Inference Stage (DFPInferenceStage)

The {py:obj}~dfp.stages.dfp_inference_stage.DFPInferenceStage stage loads models from MLflow and performs inferences against those models. This stage emits a message containing the original DataFrame along with new columns containing the z score (mean_abs_z), as well as the name and version of the model that generated that score (model_version). For each feature in the model, three additional columns will also be added:

  • <feature name>_loss : The loss
  • <feature name>_z_loss : The loss z-score
  • <feature name>_pred : The predicted value

For a hypothetical feature named result, the three added columns will be: result_loss, result_z_loss, result_pred.

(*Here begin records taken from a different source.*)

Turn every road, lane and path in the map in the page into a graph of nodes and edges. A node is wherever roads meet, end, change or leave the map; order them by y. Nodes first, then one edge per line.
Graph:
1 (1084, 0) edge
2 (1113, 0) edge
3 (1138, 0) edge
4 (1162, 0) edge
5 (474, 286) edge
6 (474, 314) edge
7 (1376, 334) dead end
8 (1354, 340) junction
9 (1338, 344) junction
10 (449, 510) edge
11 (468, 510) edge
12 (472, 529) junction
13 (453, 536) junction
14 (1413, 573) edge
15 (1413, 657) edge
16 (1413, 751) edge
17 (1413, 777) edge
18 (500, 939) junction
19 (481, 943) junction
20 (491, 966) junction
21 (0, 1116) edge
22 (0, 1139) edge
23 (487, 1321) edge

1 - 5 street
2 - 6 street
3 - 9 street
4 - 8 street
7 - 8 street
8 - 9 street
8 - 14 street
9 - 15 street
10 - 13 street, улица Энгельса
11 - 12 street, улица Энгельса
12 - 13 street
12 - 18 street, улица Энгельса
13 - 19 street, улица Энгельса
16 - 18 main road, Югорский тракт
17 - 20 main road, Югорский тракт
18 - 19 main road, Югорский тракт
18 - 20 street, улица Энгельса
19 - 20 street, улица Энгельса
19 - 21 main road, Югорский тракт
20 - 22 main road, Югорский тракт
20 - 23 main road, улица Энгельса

For performance models fetched from MLflow are cached locally and are cached for up to 10 minutes allowing updated models to be routinely updated. In addition to caching individual models, the stage also maintains a cache of which models are available, so a newly trained user model published to MLflow won't be visible to an already running inference pipeline for up to 10 minutes.

For any user without an associated model in MLflow, the model for the generic user is used. The name of the generic user is defined in the ae.fallback_username attribute of the Morpheus config object defaults to generic_user.

Argument Type Description
c morpheus.config.Config Morpheus config object
model_name_formatter str Format string to control the name of models fetched from MLflow. Currently available field names are: user_id and user_md5 which is an md5 hexadecimal digest as returned by hash.hexdigest.

Filter Detection Stage (FilterDetectionsStage)

The {py:obj}~morpheus.stages.postprocess.filter_detections_stage.FilterDetectionsStage stage filters the output from the inference stage for any anomalous messages. Logs which exceed the specified Z-Score will be passed onto the next stage. All remaining logs which are below the threshold will be dropped. For the purposes of the DFP pipeline, this stage is configured to use the mean_abs_z column of the DataFrame as the filter criteria.

Name Type Default Description
threshold float 0.5 The threshold value above which logs are considered to be anomalous. The default is 0.5; however, the DFP pipeline uses a value of 2.0. All normal logs will be filtered out and anomalous logs will be passed on.
copy bool True When the copy argument is True (default), rows that meet the filter criteria are copied into a new dataframe. When False sliced views are used instead. This is a performance optimization, and has no functional impact.
filter_source FilterSource FilterSource.Auto Indicates if the filter criteria exists in an output tensor (FilterSource.TENSOR) or a column in a DataFrame (FilterSource.DATAFRAME).
field_name str probs Name of the tensor (filter_source=FilterSource.TENSOR) or DataFrame column (filter_source=FilterSource.DATAFRAME) to use as the filter criteria.

Post Processing Stage (DFPPostprocessingStage)

The {py:obj}~dfp.stages.dfp_postprocessing_stage.DFPPostprocessingStage stage adds a new event_time column to the DataFrame indicating the time which Morpheus detected the anomalous messages, and replaces any NAN values with the a string value of 'NaN'.